Ok so it took me about 6 months to get through this book because I read a lot of other stuff in between as is the case when I read most nonfiction books. I have to go out and read news articles and fact check anything that sounds fishy to me too so it’s not like I go from cover to cover on these things.
Anyway, The Idea That is America; Keeping Faith with Our Values in a Dangerous World, by Anne-Marie Slaughter is worth picking up. Slaughter is balanced in her criticisms of both the liberal and conservative values that are today professed in our global war on terror and does make a few great points about how we are mishandling our image to the rest of the world.
Her book is broken down into seven chapters titled: Liberty, Democracy, Equality, Justice, Tolerance, Humility, and Faith. Of these I found Liberty, Equality and Justice to be her most compelling. The chapter on Justice seemed to be the best researched while some of her later chapters showed her liberal leanings and seemed to move a little too far towards the ‘can’t we all just get along’ type message.
In general this book is about our core values as a nation and how our current policies are not living up to these values. It is about our shortcomings and our successes. I found the book to be both educational and entertaining despite its shortcomings. (Footnotes! Not endnotes lady!) I hate all that flipping back and forth just to find sources.
A few of her points I will quote here just so you can get a feel for the overall message of the book.
“Our shared values are essential because they link America to the world. The belief that American values are universal values – that all men and women are created equal, that all are entitled to life, liberty, and the pursuit of happiness, regardless of race, creed, or nationality – connects us to other nations.”
I think that Slaughter is correct here in that if these idealistic values that our founders professed were as true in practice as they are in theory that we would be that great city on a hill (a metaphor that she uses throughout) and that the eyes of other nations would look to us with a fonder gaze.

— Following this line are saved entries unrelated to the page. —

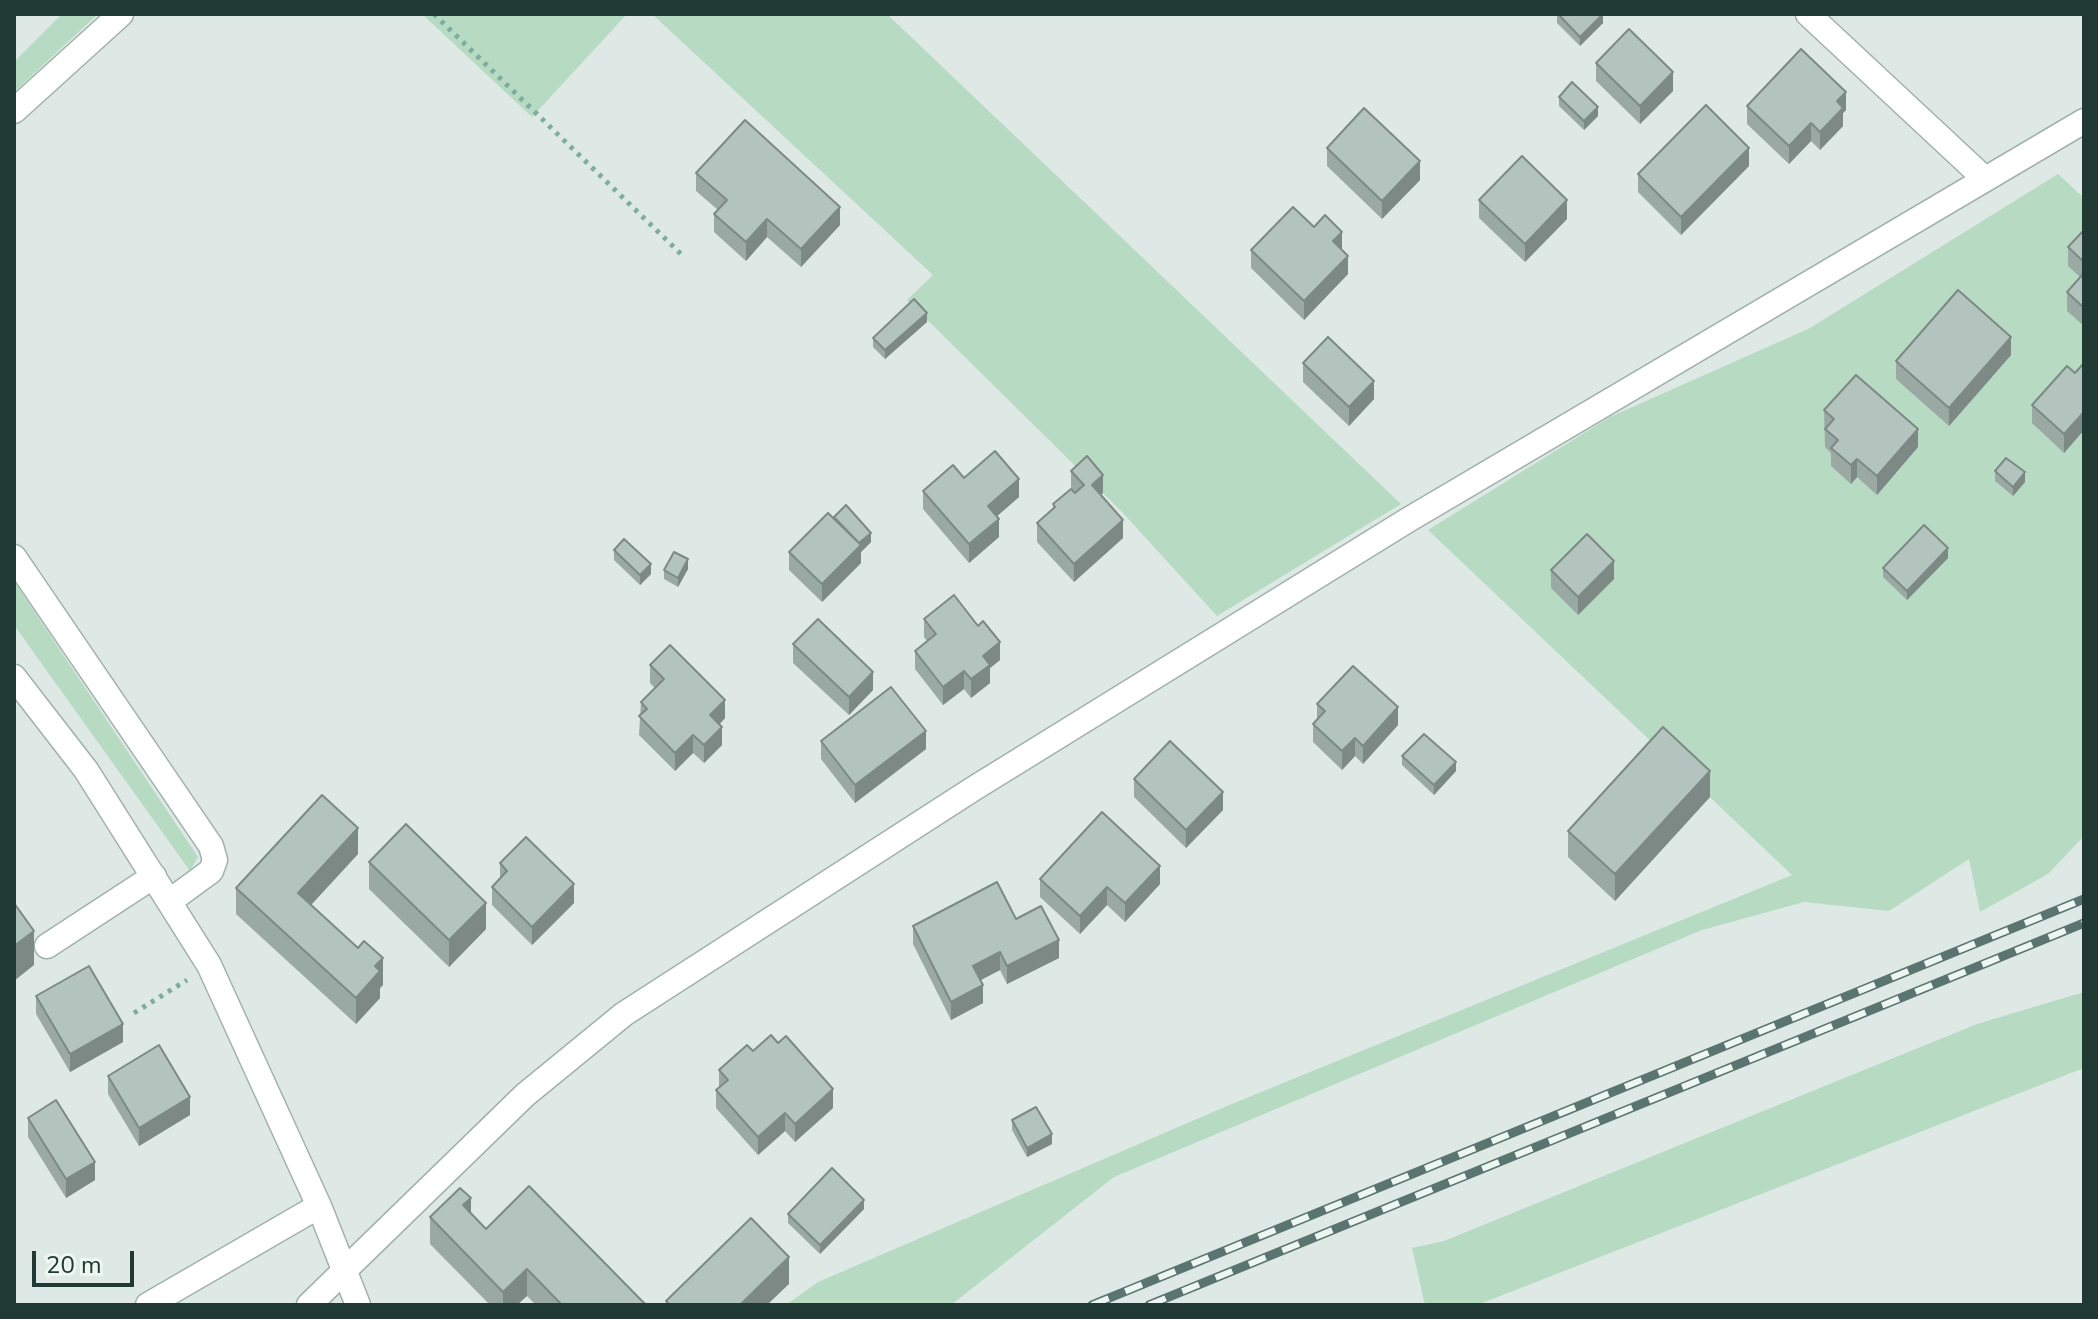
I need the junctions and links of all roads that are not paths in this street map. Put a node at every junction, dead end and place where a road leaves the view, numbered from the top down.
1 (121, 14) edge
2 (1808, 14) edge
3 (14, 111) edge
4 (2084, 121) edge
5 (1985, 179) junction
6 (14, 557) edge
7 (14, 678) edge
8 (154, 876) junction
9 (170, 901) junction
10 (47, 946) dead end
11 (319, 1206) junction
12 (343, 1270) junction
13 (148, 1305) edge
14 (309, 1305) edge
15 (358, 1305) edge

1 - 3 street
2 - 5 street
4 - 5 street
5 - 12 street
6 - 9 street
7 - 8 street
8 - 9 street
8 - 10 street
9 - 11 street
11 - 12 street
11 - 13 street
12 - 14 street
12 - 15 street

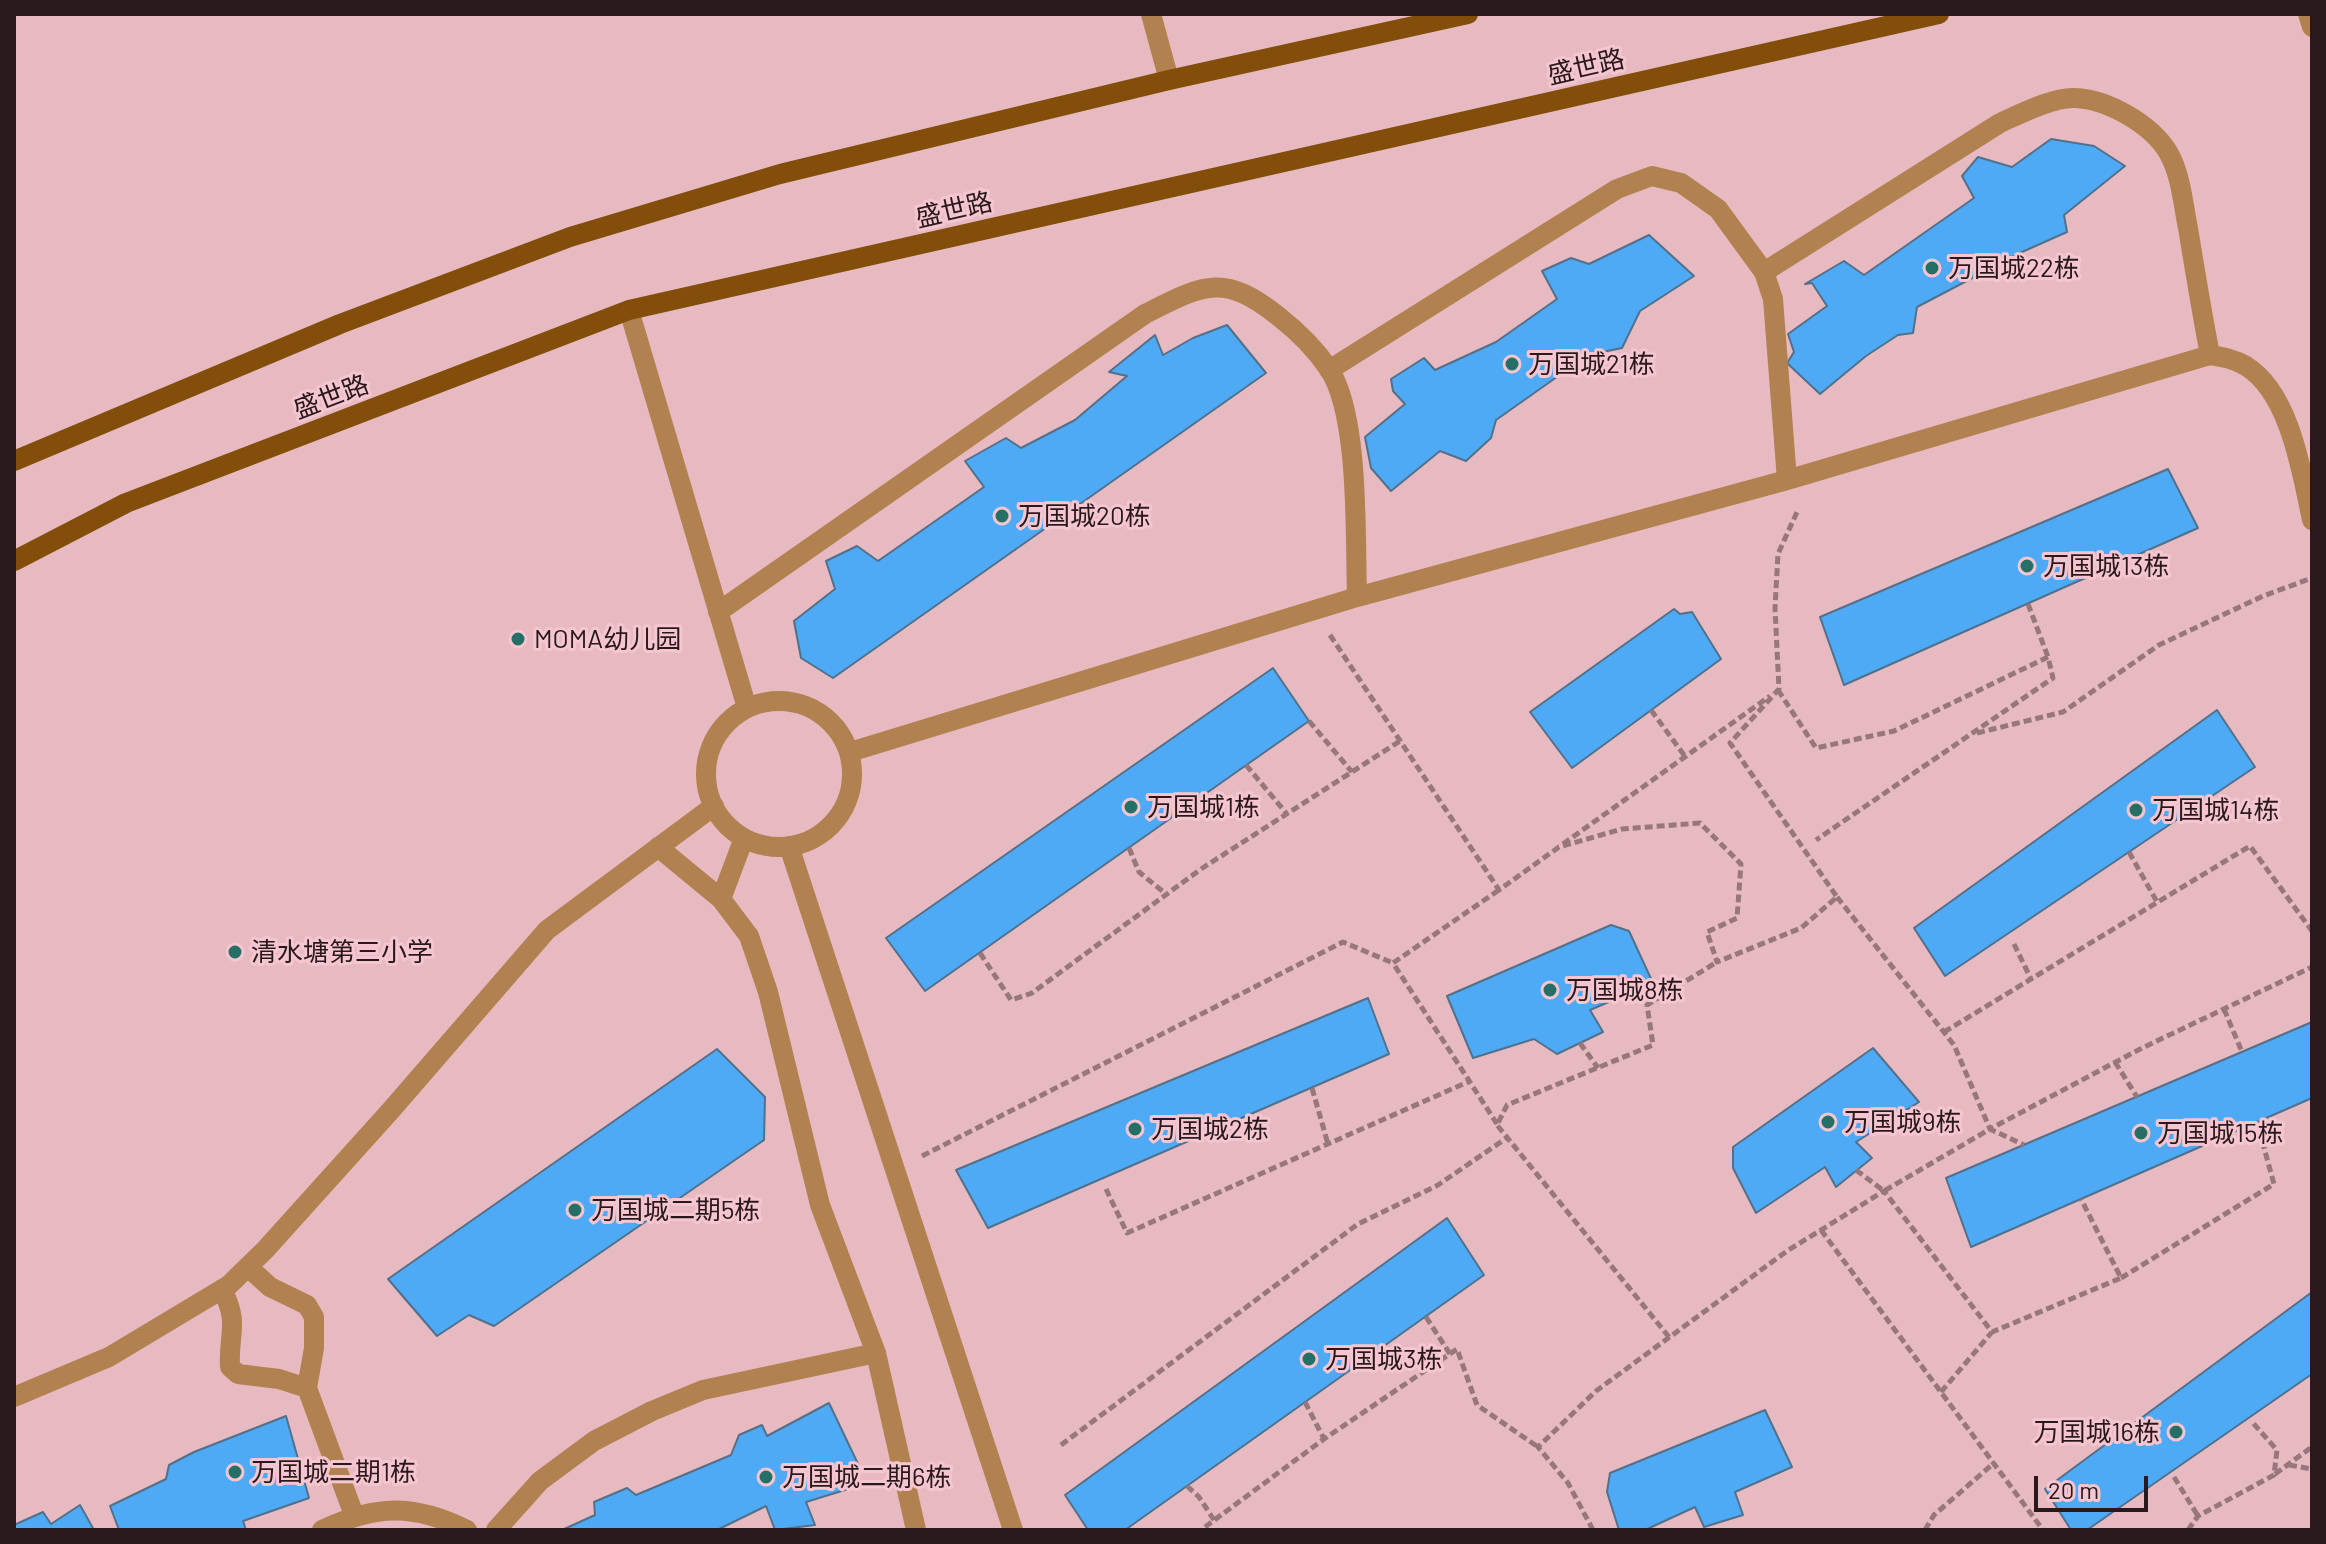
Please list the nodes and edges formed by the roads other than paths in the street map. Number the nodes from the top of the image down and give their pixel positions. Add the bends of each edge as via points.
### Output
1 (1151, 14) edge
2 (1468, 14) edge
3 (1939, 14) edge
4 (2308, 14) edge
5 (2312, 27) edge
6 (1169, 80) junction
7 (1764, 272) junction
8 (629, 310) junction
9 (2210, 355) junction
10 (1329, 370) junction
11 (14, 461) edge
12 (1787, 480) junction
13 (2312, 520) edge
14 (14, 561) edge
15 (1357, 597) junction
16 (718, 612) junction
17 (747, 708) junction
18 (850, 752) junction
19 (714, 806) junction
20 (744, 838) junction
21 (789, 846) junction
22 (658, 847) junction
23 (721, 899) junction
24 (248, 1267) junction
25 (222, 1289) junction
26 (876, 1353) junction
27 (307, 1388) junction
28 (14, 1397) edge
29 (354, 1515) junction
30 (322, 1530) edge
31 (467, 1530) edge
32 (496, 1530) edge
33 (916, 1530) edge
34 (1013, 1530) edge

1 - 6 street
2 - 6 main road
3 - 8 main road, 盛世路
4 - 5 street
6 - 11 main road via 780,174 570,237 340,324
7 - 9 street via 2000,123 2073,97 2127,116 2168,151 2180,183
7 - 10 street via 1718,209 1681,183 1652,176 1617,189
7 - 12 street via 1773,299
8 - 14 main road, 盛世路 via 126,503
8 - 16 street
9 - 12 street
9 - 13 street via 2249,367 2270,389 2285,416
10 - 15 street via 1352,452
10 - 16 street via 1256,298 1227,287 1194,290 1145,314
12 - 15 street
15 - 18 street
16 - 17 street
17 - 18 street via 771,701 796,702 820,713
17 - 19 street via 728,722 707,762
18 - 21 street via 853,777 847,802 813,839
19 - 20 street via 726,825
19 - 22 street
20 - 21 street via 766,846
20 - 23 street
21 - 34 street
22 - 23 street
22 - 24 street via 547,930
23 - 26 street via 749,936 759,964 820,1205
24 - 25 street
24 - 27 street via 270,1287 307,1305 314,1317
25 - 27 street via 234,1322 230,1367 238,1374
25 - 28 street via 109,1357
26 - 32 street via 703,1390 652,1411 594,1441 540,1481
26 - 33 street
27 - 29 street
29 - 30 street
29 - 31 street via 383,1509 420,1513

Slaughter too recognizes this later in the opening section when she writes, “Our pride in our values is a source of tremendous strength, but we often seem to talk as if we were the only nation in the world, or at least certainly the best. Perhaps, not surprisingly the end of the Cold War went to our heads. Instead of understanding these values as part of a process, we too often seemed to believe that we actually embodied them in perfected form. Instead of inviting others to strive with us in attaining our highest ideals, we came to believe that we had finished the job ourselves and demanded that others simply imitate us. Our confidence all too frequently came off as arrogance, damaging America’s image abroad – at times with dire consequences.”
You would have to read the book to get the details on all of Slaughter’s stated American values; however a short scan of the Declaration and the Constitution should give you a clue. Anyway, the book is full of great stories and cases of times when America both stood up for and denounced our values either because of fear or through courage.
One story of an Egyptian named Qutb who came to America in 1948 really hit home with me. He was troubled because he thought he was coming to a land of freedom and opportunity but all he found was capitalism and superficiality. He wrote, “What I really need most here is someone to talk to, to talk about topics other than dollars, movie stars, brands of cars – a real conversation on the issues of man, philosophy, and soul.” Wow. If Qutb was looking for the same thing in 1948 that I as an American am looking for today, then how far have we really come in the last sixty years?
Think about it. Turn on your TV for 15 minutes, if you don’t already have it on now. Listen to the dialogue and you will hear, ‘how to make money fast, start your own business, buy this car, this car can do this for you, our product is the best, buy this, Britney is in rehab, Paris has crabs, who is my baby’s daddy?’ You will have to search long and hard to find a true social conversation on topics such as the issues of man, philosophy and the soul. Huh. What is the American soul today?
On a separate point here, I just heard on my TV that we have now been in Iraq longer than we were actively involved in WWII. Wow. It took us less time 60 years ago to take back Europe from the entrenched Nazis than it is taking us to clean up a so called ‘third world country.’ Sorry. Just thought I’d squeeze that in here.
Slaughter begins her conclusion with this statement, “American patriotism is grounded not only in our love for our country itself, but also in our love for the values our country stands for – of the idea that is America, no matter how far short we may fall in practice. It is the idea that knits us together in our vast diversity. It is the idea that our soldiers fight for. It is the idea that all patriotic citizens stand for, even against our own government. And it is the idea that ultimately belongs to all the world’s peoples.”
Two things here. Our soldiers today fight for politics, money and oil not values. They may believe that they fight for our values, but somehow I doubt that. Secondly, I think you could substitute anything for America in that statement. We love our children, our pets, our families no matter how far short they may fall of our expectations of them. Our ‘patriotism’ and love for our country comes in the same unconditional fashion. America is our motherland. She is our hope our dreams and our life blood. When she falls short of our expectations, we do not abandon her but rather love her still. Yes we must constantly strive to make her better but we must also recognize when we are using her ideas and values in the wrong way, by promoting a corrupt political or ideological philosophy.